### PROBLEM TO SOLVE
Within this material, how many lines include the word "paths"? Answer with a number and nothing more.
====== DATA TO PROCESS ======
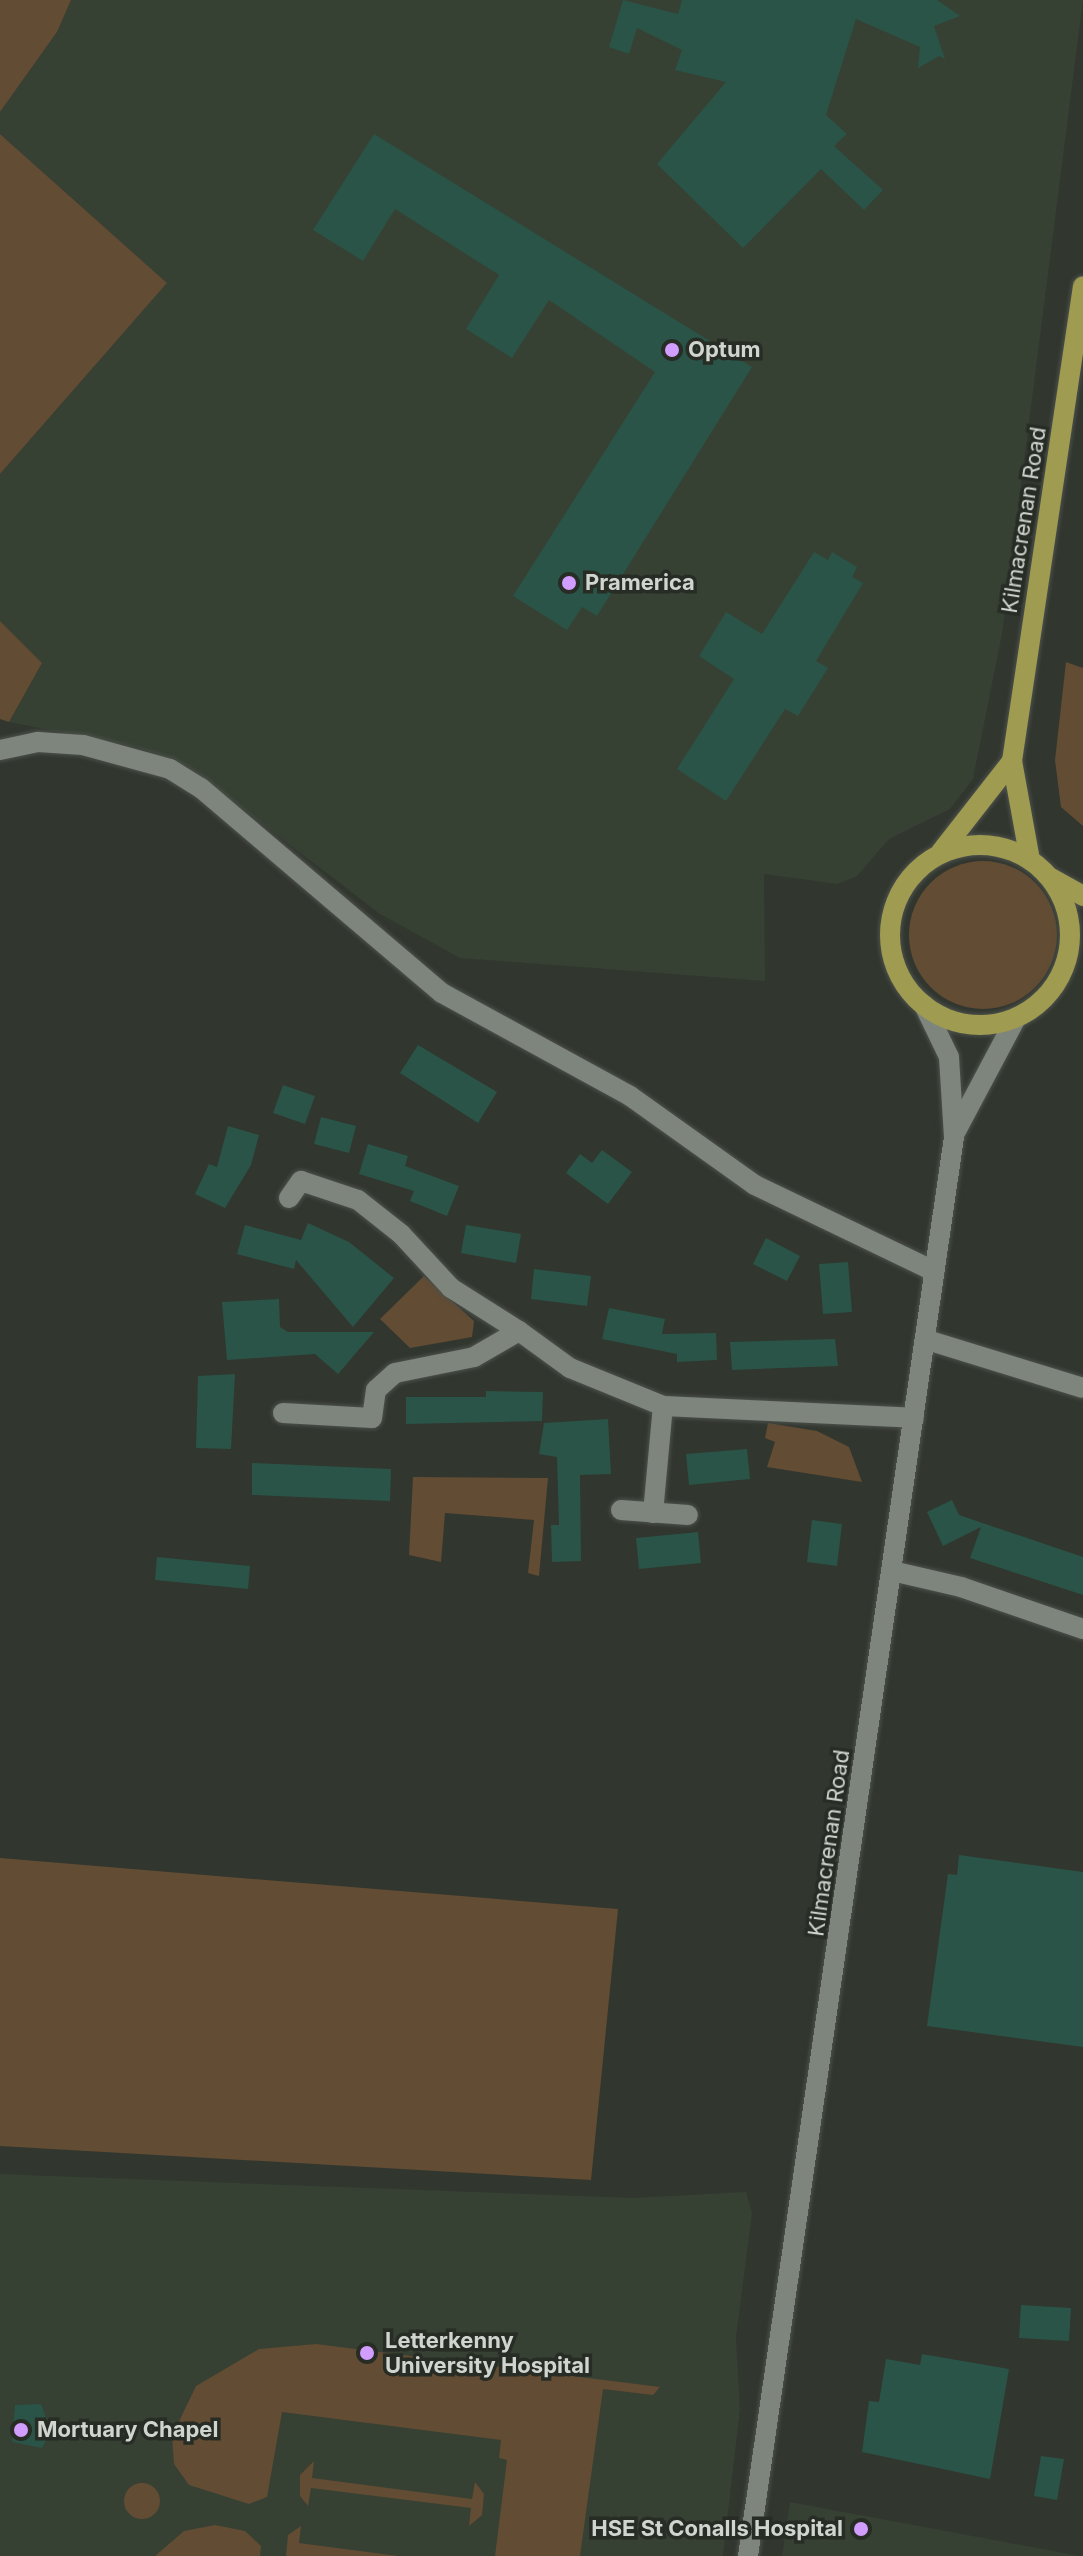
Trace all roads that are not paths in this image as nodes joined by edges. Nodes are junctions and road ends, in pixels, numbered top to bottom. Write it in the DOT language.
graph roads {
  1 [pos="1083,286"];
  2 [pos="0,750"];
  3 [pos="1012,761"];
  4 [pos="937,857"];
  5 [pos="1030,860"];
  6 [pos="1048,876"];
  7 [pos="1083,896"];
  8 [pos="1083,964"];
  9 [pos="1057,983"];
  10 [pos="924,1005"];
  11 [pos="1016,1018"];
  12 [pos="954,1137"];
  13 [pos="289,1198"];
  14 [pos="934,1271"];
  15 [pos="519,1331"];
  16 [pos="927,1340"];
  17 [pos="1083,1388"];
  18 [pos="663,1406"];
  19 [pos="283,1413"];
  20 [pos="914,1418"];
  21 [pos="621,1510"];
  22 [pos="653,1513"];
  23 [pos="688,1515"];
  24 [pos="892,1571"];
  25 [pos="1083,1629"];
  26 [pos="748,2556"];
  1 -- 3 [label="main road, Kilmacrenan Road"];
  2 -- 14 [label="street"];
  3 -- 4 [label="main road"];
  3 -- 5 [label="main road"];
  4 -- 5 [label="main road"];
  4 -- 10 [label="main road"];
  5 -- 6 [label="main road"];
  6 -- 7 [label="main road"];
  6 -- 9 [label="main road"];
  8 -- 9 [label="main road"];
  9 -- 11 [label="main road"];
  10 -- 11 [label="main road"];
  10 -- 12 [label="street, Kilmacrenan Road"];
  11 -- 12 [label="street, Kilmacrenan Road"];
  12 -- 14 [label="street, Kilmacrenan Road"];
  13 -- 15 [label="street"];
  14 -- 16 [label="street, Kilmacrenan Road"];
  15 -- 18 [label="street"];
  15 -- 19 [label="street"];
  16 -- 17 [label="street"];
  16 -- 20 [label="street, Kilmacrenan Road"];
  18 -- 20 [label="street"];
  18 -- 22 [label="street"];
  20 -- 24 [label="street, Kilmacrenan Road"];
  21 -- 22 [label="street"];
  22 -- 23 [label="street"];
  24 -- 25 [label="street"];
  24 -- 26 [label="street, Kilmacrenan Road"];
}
======
====== DATA TO PROCESS ======
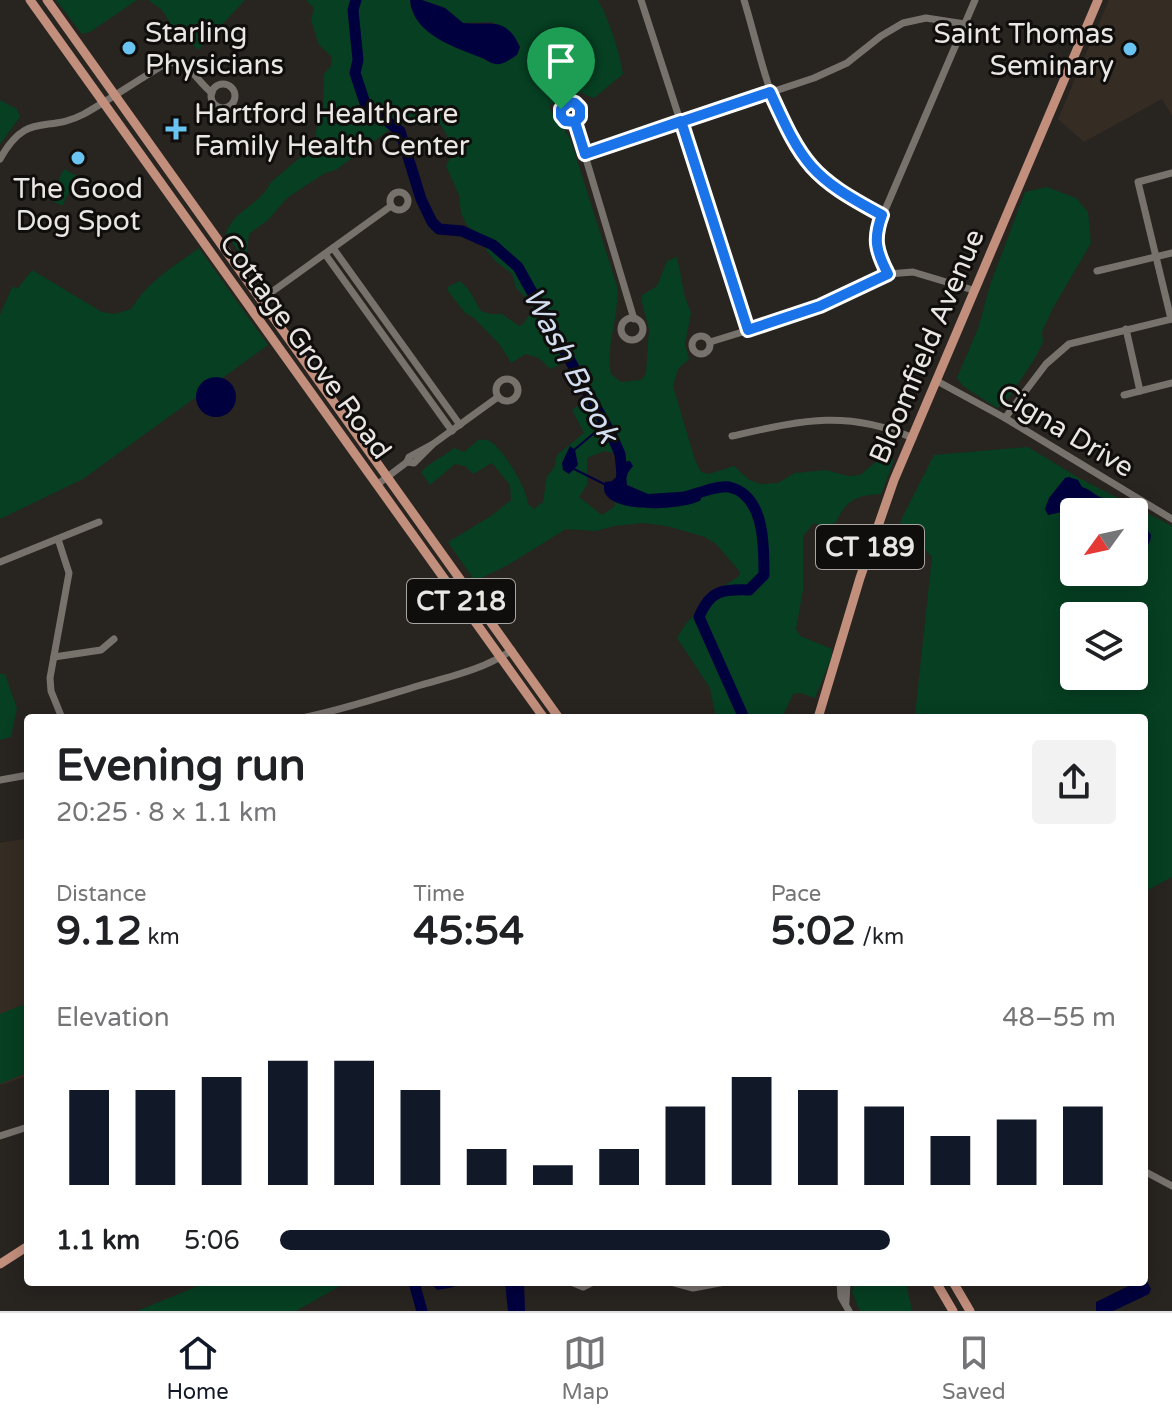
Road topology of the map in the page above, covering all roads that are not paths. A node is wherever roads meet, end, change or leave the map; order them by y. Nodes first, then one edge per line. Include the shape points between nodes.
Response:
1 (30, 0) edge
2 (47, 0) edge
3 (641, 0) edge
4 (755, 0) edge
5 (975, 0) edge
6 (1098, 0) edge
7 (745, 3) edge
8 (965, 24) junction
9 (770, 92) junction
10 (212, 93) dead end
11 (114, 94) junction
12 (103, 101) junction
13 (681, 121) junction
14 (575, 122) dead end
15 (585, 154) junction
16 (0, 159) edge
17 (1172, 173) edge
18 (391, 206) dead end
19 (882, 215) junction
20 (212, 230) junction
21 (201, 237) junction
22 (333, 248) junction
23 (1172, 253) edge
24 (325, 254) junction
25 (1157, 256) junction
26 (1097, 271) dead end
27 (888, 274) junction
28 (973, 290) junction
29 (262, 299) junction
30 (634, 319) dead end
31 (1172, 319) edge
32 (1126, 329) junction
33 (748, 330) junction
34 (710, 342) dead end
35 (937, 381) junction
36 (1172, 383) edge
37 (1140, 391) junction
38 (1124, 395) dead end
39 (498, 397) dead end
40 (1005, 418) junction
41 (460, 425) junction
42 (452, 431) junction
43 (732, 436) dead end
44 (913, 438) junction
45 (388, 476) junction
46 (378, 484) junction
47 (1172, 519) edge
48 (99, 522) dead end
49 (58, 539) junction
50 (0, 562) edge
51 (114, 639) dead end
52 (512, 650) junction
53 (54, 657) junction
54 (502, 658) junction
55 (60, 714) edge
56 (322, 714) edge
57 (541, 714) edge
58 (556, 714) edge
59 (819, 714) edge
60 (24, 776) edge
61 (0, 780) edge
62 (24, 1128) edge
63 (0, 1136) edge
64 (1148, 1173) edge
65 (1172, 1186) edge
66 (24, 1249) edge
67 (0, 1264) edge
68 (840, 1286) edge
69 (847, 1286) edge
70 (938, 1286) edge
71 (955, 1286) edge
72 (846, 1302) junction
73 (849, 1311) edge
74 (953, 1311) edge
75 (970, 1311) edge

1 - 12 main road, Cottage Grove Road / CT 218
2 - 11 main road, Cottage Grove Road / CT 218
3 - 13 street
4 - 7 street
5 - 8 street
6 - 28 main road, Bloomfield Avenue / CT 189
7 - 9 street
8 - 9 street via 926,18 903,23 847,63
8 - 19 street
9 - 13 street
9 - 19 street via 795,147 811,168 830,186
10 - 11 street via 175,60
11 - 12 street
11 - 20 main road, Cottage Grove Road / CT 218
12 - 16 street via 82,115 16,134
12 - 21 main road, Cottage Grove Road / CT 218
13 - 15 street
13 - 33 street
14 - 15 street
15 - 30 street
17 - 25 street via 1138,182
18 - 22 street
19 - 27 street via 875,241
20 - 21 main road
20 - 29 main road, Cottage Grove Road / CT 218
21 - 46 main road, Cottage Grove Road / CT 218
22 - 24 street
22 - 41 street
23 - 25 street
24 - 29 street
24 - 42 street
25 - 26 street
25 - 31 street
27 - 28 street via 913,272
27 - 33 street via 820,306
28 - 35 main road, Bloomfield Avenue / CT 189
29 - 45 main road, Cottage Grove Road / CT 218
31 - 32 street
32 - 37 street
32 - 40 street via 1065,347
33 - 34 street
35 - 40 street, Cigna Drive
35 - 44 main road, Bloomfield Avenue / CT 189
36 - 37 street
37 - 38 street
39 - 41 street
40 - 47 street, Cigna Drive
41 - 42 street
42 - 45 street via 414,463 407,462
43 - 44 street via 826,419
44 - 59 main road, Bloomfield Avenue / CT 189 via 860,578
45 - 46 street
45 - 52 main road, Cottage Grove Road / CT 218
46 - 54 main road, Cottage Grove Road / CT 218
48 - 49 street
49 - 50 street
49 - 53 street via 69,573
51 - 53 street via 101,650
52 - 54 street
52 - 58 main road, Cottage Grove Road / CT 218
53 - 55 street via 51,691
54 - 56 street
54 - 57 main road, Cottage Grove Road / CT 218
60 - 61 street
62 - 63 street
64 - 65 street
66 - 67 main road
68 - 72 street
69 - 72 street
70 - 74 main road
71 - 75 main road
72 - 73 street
======
### FINISHED TASK
2